[[ Supplied information open ]]
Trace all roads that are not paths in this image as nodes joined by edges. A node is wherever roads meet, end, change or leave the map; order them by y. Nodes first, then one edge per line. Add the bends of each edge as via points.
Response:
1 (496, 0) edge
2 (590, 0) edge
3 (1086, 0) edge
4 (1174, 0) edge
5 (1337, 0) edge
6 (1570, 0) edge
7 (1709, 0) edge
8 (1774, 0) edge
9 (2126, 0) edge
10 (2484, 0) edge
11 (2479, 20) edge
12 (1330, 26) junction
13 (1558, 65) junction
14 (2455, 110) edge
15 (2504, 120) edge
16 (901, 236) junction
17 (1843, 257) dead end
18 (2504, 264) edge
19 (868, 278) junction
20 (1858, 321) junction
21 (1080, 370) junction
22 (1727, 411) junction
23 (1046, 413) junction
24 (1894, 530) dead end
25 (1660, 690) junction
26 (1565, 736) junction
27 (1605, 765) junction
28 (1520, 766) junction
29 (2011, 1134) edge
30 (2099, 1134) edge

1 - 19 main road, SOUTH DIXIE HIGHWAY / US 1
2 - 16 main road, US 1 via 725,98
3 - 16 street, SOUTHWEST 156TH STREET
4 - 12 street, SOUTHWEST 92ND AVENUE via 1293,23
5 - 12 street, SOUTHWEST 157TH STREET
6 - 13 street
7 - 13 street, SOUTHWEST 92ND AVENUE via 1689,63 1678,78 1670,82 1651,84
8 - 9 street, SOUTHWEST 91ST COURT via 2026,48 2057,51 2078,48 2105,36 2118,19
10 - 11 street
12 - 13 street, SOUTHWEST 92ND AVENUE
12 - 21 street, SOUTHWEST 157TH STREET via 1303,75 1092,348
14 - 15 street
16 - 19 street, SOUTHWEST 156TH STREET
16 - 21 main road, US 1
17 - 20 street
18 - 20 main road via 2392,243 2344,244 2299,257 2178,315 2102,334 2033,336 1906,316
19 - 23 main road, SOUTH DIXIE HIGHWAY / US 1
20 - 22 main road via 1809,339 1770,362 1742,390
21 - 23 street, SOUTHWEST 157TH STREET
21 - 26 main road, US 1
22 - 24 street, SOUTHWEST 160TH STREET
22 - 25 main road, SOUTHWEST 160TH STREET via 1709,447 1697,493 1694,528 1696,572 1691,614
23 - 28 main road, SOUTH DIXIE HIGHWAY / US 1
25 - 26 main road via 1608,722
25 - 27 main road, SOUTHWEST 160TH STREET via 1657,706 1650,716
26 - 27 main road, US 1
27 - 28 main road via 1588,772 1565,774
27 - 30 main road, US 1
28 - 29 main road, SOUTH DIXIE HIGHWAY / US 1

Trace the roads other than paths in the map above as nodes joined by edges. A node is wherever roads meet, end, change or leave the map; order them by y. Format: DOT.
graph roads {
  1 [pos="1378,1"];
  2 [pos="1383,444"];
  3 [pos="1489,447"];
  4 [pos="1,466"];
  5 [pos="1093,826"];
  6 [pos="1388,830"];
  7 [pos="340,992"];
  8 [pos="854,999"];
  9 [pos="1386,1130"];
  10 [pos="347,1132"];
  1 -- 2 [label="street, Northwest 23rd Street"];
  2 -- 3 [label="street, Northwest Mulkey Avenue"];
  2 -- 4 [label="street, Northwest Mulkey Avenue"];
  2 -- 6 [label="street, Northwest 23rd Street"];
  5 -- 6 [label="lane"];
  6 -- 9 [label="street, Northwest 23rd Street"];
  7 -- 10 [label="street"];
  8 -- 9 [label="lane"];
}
[[ Supplied information closed ]]
» What you need to do
When a line of the data holds the string "Mulkey", pick it out and copy it.

» Problem solution
  2 -- 3 [label="street, Northwest Mulkey Avenue"];
  2 -- 4 [label="street, Northwest Mulkey Avenue"];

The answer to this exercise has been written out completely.